In a brief phone interview, Hanna said he and his colleagues are, in short, seeking answers as to why the agency allowed the hours-of-service rules to be implemented before completing the study required by the MAP-21 law and what justification or backing they have for the rules given that the field study results still aren’t completed.

“We don’t think they can [prove they’re right],” Hanna said, referring to FMCSA and its administrator, Anne Ferro, who is also set to testify Thursday at the hearing. “It’s easy to live in an ivory tower and lay down a bunch of rules and regulations, but they’re required to come back to us and say the savings is worth the cost.”

Hanna said he expects testimony from truckers and trucking companies Thursday that show the rules don’t work. The hearing will also give Ferro the opportunity to hear from those “living in the real world” and who are affected by the rules, Hanna said.

“If they want to write a rule, they should be able to defend it,” Hanna said. “It shouldn’t be a purely ideological rule, and I’m going to maintain that it is until they finish the study.”

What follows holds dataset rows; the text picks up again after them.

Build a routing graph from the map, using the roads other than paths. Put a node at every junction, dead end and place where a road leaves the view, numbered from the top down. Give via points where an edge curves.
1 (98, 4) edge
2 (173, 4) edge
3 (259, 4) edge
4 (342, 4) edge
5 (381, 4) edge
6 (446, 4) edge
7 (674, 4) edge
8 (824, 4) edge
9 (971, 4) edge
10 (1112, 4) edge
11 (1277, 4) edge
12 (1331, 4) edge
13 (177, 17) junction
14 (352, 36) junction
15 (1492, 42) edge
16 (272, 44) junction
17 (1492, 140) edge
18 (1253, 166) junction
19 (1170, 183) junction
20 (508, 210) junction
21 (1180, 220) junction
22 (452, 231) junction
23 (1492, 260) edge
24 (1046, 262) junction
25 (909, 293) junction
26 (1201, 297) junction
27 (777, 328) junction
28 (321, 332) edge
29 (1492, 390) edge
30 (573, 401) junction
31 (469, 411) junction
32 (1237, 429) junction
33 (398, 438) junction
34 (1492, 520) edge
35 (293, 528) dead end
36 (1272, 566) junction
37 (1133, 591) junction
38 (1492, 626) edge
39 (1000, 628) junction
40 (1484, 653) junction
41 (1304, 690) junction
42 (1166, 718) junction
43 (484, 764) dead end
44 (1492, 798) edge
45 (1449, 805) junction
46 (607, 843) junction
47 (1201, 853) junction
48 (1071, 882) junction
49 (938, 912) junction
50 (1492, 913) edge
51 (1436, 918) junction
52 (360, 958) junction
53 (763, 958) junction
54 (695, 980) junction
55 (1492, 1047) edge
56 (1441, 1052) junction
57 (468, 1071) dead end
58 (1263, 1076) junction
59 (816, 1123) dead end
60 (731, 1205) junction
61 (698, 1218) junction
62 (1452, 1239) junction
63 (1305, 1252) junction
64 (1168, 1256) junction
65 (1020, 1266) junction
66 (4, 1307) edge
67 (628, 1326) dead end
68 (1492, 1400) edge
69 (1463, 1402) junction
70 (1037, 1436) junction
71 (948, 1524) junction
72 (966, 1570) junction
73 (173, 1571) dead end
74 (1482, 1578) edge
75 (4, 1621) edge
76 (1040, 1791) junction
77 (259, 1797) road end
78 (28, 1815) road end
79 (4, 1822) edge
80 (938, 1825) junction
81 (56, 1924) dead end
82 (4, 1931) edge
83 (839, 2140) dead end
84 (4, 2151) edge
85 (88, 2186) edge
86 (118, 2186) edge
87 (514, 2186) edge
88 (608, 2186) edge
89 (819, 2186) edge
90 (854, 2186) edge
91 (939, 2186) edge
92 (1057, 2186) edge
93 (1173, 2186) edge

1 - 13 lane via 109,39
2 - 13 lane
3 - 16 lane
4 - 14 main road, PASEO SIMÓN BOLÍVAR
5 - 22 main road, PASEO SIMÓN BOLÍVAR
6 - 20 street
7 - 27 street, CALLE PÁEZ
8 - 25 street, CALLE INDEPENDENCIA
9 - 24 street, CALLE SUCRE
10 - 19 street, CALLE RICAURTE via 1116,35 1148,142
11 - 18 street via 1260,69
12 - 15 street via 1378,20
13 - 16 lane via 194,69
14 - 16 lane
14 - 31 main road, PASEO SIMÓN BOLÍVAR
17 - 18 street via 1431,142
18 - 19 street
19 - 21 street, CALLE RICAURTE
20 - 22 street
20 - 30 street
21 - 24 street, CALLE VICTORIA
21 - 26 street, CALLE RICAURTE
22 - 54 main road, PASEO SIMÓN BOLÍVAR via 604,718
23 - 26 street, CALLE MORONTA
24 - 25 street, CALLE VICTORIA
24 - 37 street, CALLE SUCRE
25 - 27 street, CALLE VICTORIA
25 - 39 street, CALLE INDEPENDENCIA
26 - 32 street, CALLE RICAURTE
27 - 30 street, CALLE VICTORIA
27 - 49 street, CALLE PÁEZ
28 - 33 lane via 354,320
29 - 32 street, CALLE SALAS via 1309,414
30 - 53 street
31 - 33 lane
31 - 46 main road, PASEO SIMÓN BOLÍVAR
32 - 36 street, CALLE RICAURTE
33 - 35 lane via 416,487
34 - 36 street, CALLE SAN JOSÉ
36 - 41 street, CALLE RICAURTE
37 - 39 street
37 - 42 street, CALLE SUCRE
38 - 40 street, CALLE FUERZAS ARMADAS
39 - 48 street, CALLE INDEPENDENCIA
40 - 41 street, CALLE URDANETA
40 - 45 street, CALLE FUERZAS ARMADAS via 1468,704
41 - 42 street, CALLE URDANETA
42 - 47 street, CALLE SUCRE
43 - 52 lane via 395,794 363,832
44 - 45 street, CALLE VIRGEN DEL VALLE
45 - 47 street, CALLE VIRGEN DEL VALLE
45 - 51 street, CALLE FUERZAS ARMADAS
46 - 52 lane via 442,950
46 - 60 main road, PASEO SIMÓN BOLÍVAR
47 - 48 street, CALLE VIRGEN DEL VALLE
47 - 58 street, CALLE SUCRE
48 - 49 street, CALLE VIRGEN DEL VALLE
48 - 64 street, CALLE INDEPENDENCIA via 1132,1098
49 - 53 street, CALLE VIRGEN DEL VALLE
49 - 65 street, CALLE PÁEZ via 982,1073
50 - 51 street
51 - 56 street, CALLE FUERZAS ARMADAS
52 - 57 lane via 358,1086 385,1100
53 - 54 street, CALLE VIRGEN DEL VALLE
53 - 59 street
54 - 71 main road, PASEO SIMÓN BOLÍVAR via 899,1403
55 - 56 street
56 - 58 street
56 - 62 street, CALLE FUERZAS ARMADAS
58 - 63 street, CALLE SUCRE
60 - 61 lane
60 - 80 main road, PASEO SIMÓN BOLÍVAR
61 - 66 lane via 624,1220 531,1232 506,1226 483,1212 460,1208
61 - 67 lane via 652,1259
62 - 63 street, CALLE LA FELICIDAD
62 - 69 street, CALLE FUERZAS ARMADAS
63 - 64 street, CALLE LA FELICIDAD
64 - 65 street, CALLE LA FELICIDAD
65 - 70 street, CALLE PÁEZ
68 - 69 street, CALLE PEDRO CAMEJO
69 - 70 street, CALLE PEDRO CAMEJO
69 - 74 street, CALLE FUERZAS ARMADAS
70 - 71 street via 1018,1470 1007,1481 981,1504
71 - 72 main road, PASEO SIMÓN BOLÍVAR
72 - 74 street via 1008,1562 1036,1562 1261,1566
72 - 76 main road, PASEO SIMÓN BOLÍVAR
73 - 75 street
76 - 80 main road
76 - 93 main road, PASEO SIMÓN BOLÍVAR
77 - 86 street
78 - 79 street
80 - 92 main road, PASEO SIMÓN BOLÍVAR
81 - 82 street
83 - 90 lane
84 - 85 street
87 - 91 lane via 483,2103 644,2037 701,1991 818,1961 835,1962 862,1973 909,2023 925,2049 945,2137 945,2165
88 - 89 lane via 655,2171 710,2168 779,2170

The bill he’s currently sponsoring in the House would, if passed, allow drivers to operate under the pre-July 1 hours regulations, at least for a time. The bill requires that the Government Accountability Office perform an assessment of the methodology FMCSA used to craft the 34-hour restart provisions. The July 1 hours rules could not be re-implemented until six months after the GAO submitted that report to Congress.

Hanna said nothing is likely to happen by year’s end with the bill, but he hopes to gain more co-sponsors and rally more support for the bill in hopes of having it see action after the start of the new year. Once his colleagues have the chance to examine it, Hanna said, the bill should gain support. “The No. 1 business of America is business. What the hell are we doing to ourselves?” Hanna added that the hours changes are another example of “America making itself less competitive for no good end.”

Renee Gamela, Hanna’s press secretary, said any truck drivers who would like to rally support should call their representative to tell them how the bill has affected their business or operation. 

Hanna has been something of an outspoken advocate for derailing the new hours rule — without the required study — since July, when he first proposed an amendment to a larger transportation bill that would have undone the July 1 rule.

He also was one of the leaders in writing a letter to Secretary of Transportation Anthony Foxx — signed by 51 members of the House — questioning him about why FMCSA hadn’t completed the required study, which was due to Congress in March of this year, three months before the new rules took effect. He then hinted then he wanted to bring Congress into the mix in possibly overturning the hours rule.